Extracted records:
◆ ◆ ◆ ◆

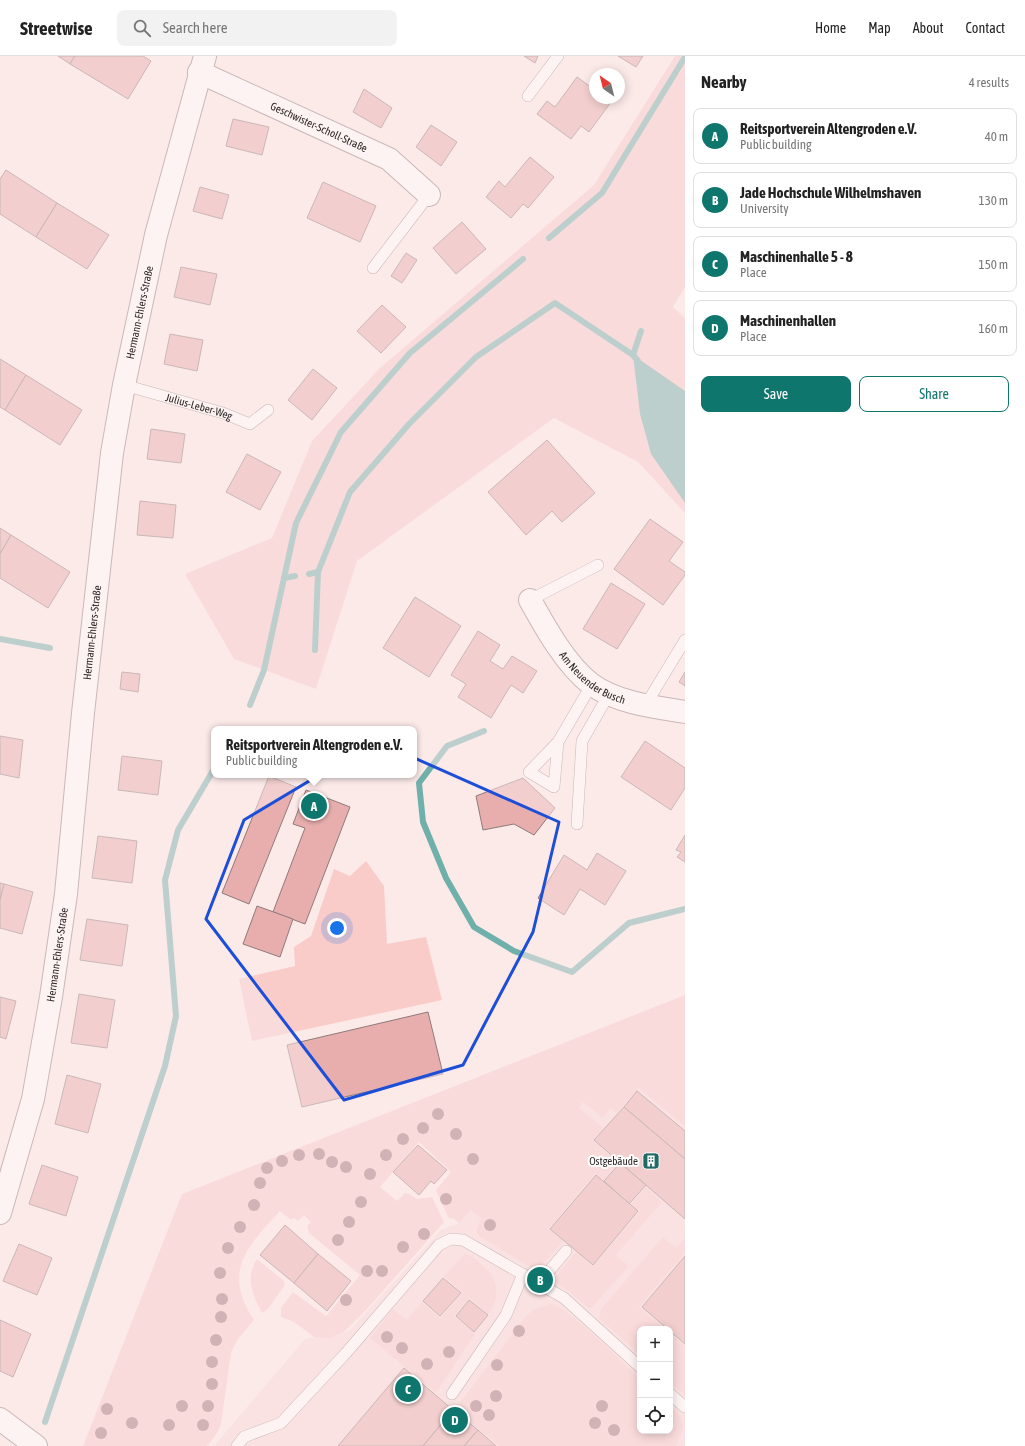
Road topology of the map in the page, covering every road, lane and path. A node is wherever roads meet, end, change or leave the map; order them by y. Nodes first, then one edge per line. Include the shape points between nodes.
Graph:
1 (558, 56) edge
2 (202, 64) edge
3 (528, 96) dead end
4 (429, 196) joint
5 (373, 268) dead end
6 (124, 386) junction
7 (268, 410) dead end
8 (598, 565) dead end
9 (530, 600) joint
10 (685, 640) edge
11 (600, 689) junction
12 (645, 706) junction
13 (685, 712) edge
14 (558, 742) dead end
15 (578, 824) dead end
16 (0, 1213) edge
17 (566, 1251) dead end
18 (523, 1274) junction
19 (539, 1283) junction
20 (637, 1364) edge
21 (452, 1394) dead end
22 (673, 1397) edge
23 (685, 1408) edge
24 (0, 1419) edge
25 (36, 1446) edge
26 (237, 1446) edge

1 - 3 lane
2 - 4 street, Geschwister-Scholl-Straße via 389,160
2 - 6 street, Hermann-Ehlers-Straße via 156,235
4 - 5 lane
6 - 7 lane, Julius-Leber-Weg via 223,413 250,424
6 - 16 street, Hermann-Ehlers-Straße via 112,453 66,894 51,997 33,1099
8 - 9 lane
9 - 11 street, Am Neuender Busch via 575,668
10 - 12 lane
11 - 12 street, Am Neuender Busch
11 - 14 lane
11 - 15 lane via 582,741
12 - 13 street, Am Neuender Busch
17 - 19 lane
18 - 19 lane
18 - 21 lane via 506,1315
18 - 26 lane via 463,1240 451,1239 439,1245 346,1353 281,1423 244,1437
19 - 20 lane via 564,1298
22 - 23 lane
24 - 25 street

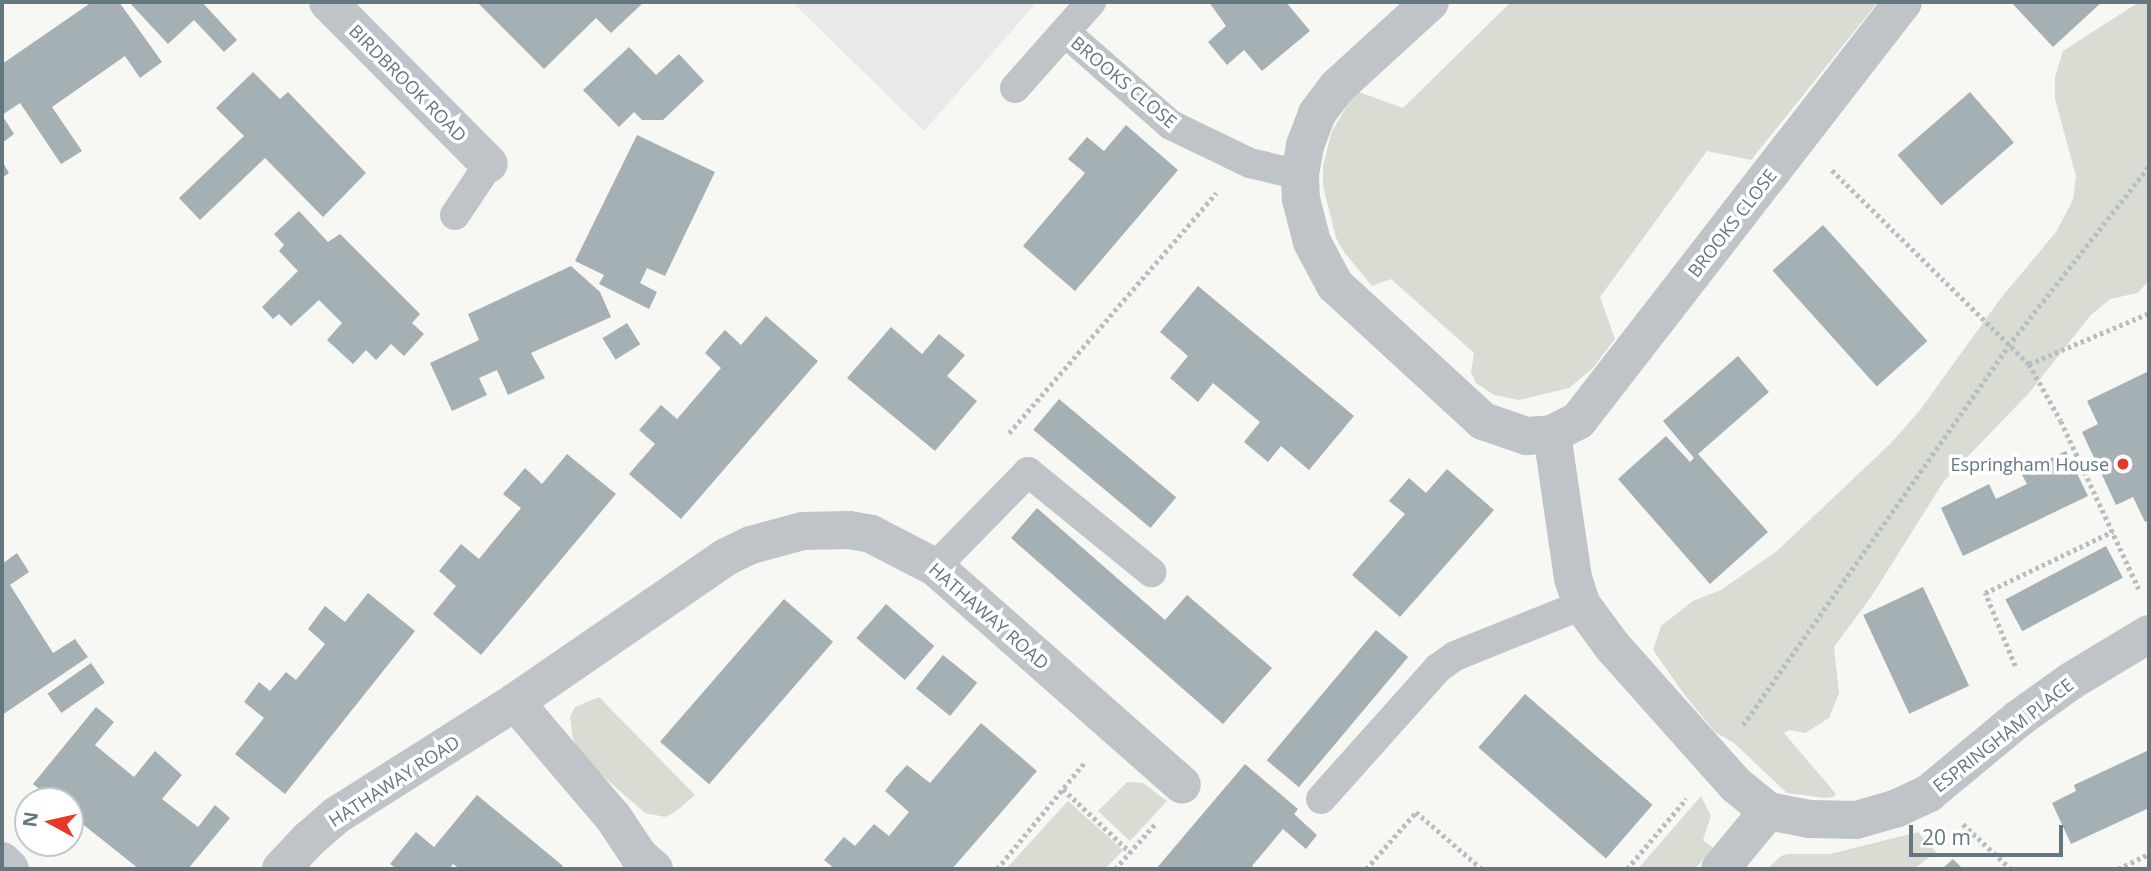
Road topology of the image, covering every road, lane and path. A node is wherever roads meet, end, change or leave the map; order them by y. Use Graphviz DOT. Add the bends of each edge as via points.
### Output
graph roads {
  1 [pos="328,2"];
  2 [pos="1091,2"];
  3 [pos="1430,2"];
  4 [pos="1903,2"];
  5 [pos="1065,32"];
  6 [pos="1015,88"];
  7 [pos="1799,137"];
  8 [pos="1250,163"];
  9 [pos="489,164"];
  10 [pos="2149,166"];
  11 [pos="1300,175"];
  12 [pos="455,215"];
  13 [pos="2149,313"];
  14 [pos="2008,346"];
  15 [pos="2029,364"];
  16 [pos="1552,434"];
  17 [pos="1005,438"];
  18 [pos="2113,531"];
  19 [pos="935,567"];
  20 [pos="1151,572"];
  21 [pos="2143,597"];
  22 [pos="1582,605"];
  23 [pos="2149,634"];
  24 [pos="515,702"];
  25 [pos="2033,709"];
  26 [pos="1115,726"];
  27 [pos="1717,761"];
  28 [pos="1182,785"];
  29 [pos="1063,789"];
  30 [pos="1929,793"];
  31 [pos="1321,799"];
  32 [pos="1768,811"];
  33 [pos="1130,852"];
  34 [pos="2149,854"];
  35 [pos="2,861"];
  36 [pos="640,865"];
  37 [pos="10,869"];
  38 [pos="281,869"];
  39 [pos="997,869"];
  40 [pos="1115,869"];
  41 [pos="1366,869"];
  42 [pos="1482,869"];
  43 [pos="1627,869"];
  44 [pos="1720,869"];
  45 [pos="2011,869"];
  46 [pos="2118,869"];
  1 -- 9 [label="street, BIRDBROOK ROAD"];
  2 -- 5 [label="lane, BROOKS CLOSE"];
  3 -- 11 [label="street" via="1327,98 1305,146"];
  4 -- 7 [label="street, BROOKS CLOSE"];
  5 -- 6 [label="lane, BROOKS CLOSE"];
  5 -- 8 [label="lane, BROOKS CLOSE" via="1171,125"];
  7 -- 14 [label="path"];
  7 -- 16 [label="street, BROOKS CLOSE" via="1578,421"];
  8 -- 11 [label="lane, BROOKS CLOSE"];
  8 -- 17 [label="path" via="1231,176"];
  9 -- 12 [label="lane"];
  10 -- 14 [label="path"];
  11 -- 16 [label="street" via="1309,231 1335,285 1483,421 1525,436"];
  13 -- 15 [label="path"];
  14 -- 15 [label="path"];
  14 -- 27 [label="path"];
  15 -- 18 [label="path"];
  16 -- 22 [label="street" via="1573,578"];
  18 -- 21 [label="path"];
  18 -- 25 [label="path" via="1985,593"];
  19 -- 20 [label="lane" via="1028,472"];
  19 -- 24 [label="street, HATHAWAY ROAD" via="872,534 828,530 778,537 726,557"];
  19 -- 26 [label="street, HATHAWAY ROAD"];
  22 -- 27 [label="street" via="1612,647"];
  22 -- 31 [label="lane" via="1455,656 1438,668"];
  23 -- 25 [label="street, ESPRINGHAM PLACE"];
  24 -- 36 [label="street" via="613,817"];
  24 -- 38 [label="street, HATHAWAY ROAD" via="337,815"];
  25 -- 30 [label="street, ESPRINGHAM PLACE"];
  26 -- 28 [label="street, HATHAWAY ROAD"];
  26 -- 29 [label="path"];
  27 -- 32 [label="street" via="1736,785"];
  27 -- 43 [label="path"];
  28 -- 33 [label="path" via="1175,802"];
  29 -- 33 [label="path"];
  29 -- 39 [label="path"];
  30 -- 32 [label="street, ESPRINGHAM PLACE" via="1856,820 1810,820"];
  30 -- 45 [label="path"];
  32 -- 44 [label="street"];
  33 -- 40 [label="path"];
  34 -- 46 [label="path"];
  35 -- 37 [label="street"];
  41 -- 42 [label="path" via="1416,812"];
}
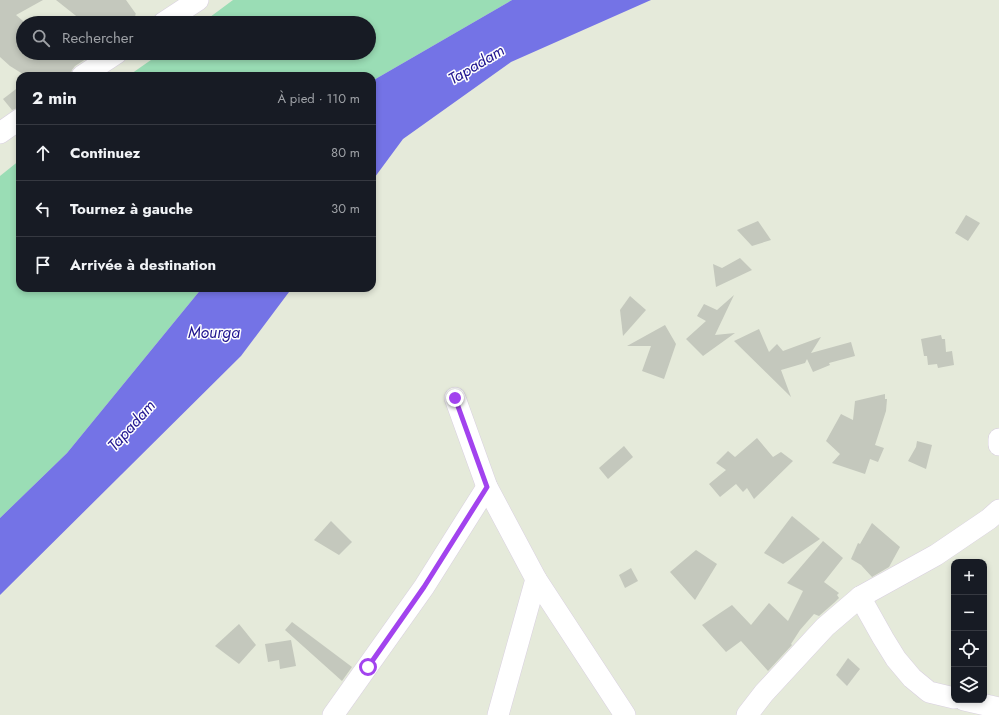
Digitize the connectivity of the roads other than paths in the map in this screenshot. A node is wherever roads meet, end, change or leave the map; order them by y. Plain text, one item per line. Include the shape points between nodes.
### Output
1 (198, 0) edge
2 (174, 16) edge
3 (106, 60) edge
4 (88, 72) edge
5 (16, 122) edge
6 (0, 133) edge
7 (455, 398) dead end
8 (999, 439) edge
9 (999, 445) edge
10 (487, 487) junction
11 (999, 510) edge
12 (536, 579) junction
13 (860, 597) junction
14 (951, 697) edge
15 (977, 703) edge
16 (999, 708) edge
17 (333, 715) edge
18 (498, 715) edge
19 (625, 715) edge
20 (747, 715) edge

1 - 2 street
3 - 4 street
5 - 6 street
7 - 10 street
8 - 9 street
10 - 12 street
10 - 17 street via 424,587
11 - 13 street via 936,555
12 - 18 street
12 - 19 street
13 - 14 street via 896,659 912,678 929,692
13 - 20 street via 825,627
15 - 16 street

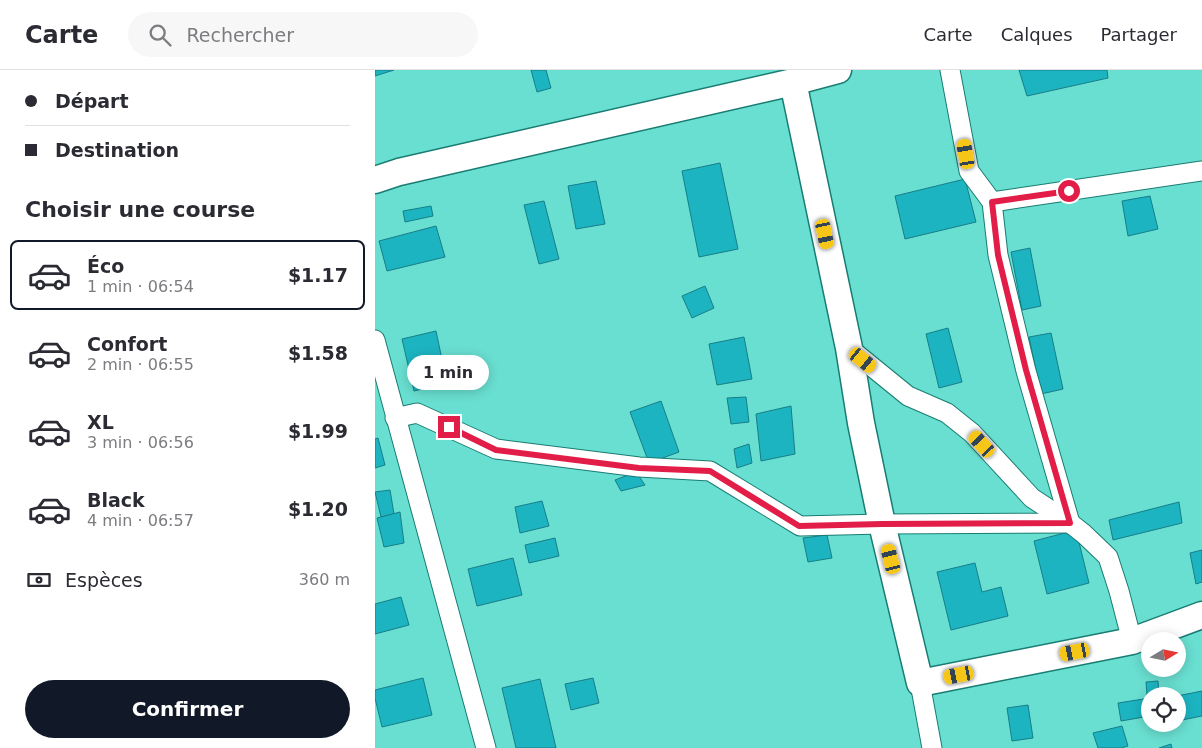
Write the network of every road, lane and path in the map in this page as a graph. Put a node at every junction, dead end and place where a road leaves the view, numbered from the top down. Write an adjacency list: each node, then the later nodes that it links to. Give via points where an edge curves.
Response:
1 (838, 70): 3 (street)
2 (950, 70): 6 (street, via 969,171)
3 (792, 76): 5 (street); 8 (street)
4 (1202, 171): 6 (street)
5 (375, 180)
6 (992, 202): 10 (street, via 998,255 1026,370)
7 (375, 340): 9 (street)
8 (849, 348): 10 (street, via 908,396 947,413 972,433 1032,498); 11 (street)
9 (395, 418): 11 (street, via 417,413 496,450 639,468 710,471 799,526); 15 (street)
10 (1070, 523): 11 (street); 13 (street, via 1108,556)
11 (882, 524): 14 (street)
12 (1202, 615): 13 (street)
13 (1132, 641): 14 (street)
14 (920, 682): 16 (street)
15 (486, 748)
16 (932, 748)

◆ ◆ ◆ ◆

YOUR GOAL: Search each line of the data above for "them", and copy the lines where it occurs.

SOLUTION FOR THIS PROBLEM:
Road topology of the map in the page, covering every road, lane and path. A node is wherever roads meet, end, change or leave the map; order them by y. Nodes first, then one edge per line. Include the shape points between nodes.
Road topology of the image, covering every road, lane and path. A node is wherever roads meet, end, change or leave the map; order them by y. Use Graphviz DOT. Add the bends of each edge as via points.
Digitize the connectivity of the roads other than paths in the map in this screenshot. A node is wherever roads meet, end, change or leave the map; order them by y. Plain text, one item per line. Include the shape points between nodes.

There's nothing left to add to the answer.